Эта удивительная книга! Сверх всех моих ожиданий, она не только рассказала мне о прекрасном человеке, которого не возможно не полюбить, она рассказала мне и о исторических событиях, и о людях, живших тогда, заметных и простых. Но более того, она изменила мое представление о своем Отечестве. Ведь для меня лично — это был мир крайностей, истерик, хандры, «достоевщины», контрастов, если гулять так с размахом, если драться, то до смерти. И как-то всегда боязно мне за свою страну… Почему так? Да потому что все это кричит, лезет в глаза, это невозможно не заметить. Да все это есть в России с избытком, но ведь это далеко не все. И открылось мне, что Россия — это еще и Сергий Радонежский. Что Россия — это еще и сильные духом, спокойные, ясные, уравновешенные люди. Просто они тихи, мирны, они не спорят с крикунами, и потому незаметны, но именно они составляют основу, крепкую, прочную, незыблемую. И пусть вокруг шумят, кричат, есть люди которые в тишине делают свое дело, надежные, верные, сильные. Вот какое мое Отечество!
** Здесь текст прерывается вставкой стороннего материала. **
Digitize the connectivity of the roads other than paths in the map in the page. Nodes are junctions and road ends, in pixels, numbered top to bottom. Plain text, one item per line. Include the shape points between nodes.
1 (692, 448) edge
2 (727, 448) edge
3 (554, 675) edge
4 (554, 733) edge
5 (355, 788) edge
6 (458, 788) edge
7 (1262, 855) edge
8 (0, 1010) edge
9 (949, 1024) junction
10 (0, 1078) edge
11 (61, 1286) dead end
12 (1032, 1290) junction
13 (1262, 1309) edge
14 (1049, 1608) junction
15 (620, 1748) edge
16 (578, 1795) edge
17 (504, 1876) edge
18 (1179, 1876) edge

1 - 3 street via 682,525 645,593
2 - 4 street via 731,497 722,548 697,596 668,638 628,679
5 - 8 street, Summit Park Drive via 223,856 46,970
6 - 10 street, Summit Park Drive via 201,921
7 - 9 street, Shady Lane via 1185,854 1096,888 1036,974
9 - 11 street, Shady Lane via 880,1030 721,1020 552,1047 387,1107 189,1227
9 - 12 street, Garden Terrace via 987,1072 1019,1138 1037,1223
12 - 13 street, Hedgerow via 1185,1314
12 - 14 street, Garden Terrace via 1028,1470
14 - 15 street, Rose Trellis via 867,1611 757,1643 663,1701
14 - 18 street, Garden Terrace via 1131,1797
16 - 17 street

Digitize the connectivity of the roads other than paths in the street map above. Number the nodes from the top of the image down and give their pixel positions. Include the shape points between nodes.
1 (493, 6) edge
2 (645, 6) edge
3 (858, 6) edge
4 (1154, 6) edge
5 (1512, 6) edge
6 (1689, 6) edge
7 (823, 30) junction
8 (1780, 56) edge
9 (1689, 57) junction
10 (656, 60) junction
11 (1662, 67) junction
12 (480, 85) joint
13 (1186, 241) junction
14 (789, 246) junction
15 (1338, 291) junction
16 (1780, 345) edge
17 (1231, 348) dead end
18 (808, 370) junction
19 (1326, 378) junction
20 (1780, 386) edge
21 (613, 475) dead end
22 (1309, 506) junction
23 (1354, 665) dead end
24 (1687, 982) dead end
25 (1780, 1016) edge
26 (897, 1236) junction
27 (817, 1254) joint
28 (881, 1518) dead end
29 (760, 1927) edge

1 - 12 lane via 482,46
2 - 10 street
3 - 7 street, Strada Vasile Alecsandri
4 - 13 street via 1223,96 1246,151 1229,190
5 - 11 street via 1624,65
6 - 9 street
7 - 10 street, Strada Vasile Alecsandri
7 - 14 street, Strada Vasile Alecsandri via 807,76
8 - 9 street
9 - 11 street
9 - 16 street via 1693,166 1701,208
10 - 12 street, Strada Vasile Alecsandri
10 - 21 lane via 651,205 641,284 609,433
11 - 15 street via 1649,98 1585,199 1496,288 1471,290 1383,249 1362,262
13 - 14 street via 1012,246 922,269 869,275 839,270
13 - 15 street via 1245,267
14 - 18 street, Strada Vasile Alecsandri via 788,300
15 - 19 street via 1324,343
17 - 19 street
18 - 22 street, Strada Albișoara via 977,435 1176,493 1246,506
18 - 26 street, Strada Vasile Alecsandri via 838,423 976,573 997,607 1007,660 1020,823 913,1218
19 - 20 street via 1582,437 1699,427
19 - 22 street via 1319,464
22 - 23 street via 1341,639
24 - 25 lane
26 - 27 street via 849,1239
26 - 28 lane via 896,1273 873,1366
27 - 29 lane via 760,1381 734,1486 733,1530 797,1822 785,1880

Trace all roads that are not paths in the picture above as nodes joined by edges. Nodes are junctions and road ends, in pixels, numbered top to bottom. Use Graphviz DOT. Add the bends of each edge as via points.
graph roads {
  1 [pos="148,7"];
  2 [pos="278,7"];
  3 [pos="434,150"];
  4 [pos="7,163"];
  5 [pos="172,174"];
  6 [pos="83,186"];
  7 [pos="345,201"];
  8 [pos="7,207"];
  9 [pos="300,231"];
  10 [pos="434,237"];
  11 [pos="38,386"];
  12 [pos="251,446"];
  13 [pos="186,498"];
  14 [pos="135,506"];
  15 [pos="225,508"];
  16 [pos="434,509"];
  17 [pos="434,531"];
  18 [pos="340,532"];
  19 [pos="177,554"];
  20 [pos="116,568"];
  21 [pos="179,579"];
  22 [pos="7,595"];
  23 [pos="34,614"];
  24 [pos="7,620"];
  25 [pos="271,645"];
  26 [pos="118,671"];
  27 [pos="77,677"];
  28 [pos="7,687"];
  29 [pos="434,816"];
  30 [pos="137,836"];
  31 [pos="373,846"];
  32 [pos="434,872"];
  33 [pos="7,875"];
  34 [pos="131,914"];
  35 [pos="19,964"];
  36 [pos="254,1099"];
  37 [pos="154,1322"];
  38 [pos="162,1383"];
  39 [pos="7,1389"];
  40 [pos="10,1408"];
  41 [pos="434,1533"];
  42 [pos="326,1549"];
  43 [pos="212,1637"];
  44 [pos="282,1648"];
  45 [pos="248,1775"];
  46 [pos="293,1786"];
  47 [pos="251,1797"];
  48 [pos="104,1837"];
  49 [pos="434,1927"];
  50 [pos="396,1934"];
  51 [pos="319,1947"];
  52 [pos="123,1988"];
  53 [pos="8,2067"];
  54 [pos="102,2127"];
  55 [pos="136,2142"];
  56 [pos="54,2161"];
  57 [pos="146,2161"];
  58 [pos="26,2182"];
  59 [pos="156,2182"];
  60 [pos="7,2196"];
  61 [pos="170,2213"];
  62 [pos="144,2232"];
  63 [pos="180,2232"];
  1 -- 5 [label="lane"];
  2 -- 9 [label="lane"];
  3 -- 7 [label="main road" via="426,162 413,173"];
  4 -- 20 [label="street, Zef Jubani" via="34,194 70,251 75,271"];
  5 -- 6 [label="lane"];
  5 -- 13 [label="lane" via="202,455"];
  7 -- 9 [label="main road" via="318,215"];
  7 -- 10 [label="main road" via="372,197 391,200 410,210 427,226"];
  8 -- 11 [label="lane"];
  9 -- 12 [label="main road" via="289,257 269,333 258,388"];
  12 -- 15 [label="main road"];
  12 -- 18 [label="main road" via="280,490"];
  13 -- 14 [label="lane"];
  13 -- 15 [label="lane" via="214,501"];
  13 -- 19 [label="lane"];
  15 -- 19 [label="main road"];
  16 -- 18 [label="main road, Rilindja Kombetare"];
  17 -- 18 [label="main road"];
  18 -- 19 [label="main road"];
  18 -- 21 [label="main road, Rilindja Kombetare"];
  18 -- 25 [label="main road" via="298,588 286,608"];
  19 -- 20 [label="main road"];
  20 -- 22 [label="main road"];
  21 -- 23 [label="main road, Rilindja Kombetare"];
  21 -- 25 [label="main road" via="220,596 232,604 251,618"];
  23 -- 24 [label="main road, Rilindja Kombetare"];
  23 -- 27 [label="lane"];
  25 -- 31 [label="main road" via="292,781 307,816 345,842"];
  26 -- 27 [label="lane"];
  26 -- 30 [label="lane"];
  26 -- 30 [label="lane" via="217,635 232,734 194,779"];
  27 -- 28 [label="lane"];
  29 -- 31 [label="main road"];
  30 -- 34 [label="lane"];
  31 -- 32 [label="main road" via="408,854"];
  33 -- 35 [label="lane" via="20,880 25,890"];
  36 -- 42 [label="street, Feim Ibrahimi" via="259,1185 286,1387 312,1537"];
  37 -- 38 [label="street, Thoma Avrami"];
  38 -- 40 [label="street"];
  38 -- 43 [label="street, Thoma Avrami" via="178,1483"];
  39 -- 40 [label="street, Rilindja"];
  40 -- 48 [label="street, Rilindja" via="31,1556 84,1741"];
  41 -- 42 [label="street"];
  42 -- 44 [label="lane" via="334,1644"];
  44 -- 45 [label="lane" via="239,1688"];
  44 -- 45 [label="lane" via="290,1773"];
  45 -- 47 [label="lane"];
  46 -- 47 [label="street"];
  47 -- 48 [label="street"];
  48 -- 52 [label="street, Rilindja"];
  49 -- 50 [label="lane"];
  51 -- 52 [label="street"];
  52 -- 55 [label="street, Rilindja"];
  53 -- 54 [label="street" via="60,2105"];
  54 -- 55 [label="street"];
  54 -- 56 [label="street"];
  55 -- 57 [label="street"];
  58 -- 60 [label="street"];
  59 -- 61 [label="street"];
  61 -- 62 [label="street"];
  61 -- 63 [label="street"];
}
«Если на трагической земле идет трагическое дело, он благословит ту сторону, которую считает правой. Он не за войну, но раз она случилась, за народ и за Россию, православных.»
Видный писатель русской эмиграции, сколько таких имён, очень мало нам знакомых. Жалко, что такие таланты были оторваны от Родины. Православный Афон, посещаемый русскими из стран Европы… Финский в то время Валаам, дарящий образы прошлого — детства, православия… Воображаемое путешествие в Оптину пустынь, которого никогда у автора не было, но которое он был бы так рад совершить! Первое произведение сборника, о библейской Давиде — прекрасное рассуждение о древнем герое в контексте психологии современного человека. Зарисовки о Сергее Радонежском и других святых сильно уступают произведению о Давиде, как и рассказам о паломнических поездках. Автор искренне любуется монашеской жизнью, ищет крупицы русского характера и в афонских (греческих) монастырях, и на Валааме, где уже сильно заметно влияние финской церкви. Последний рассказ «Река времён» особенно ценен тем, что это единственное здесь именно художественное произведение. Довольно короткий рассказ о жизни на чужбине двух русских архиереев, в котором слышны чеховские и купринские интонации. Очень рада, что познакомилась с этим писателем. Богат был двадцатый век на хороших русских авторов, когда даже писатели, казалось бы, второго ряда, так одарены, так восприимчивы.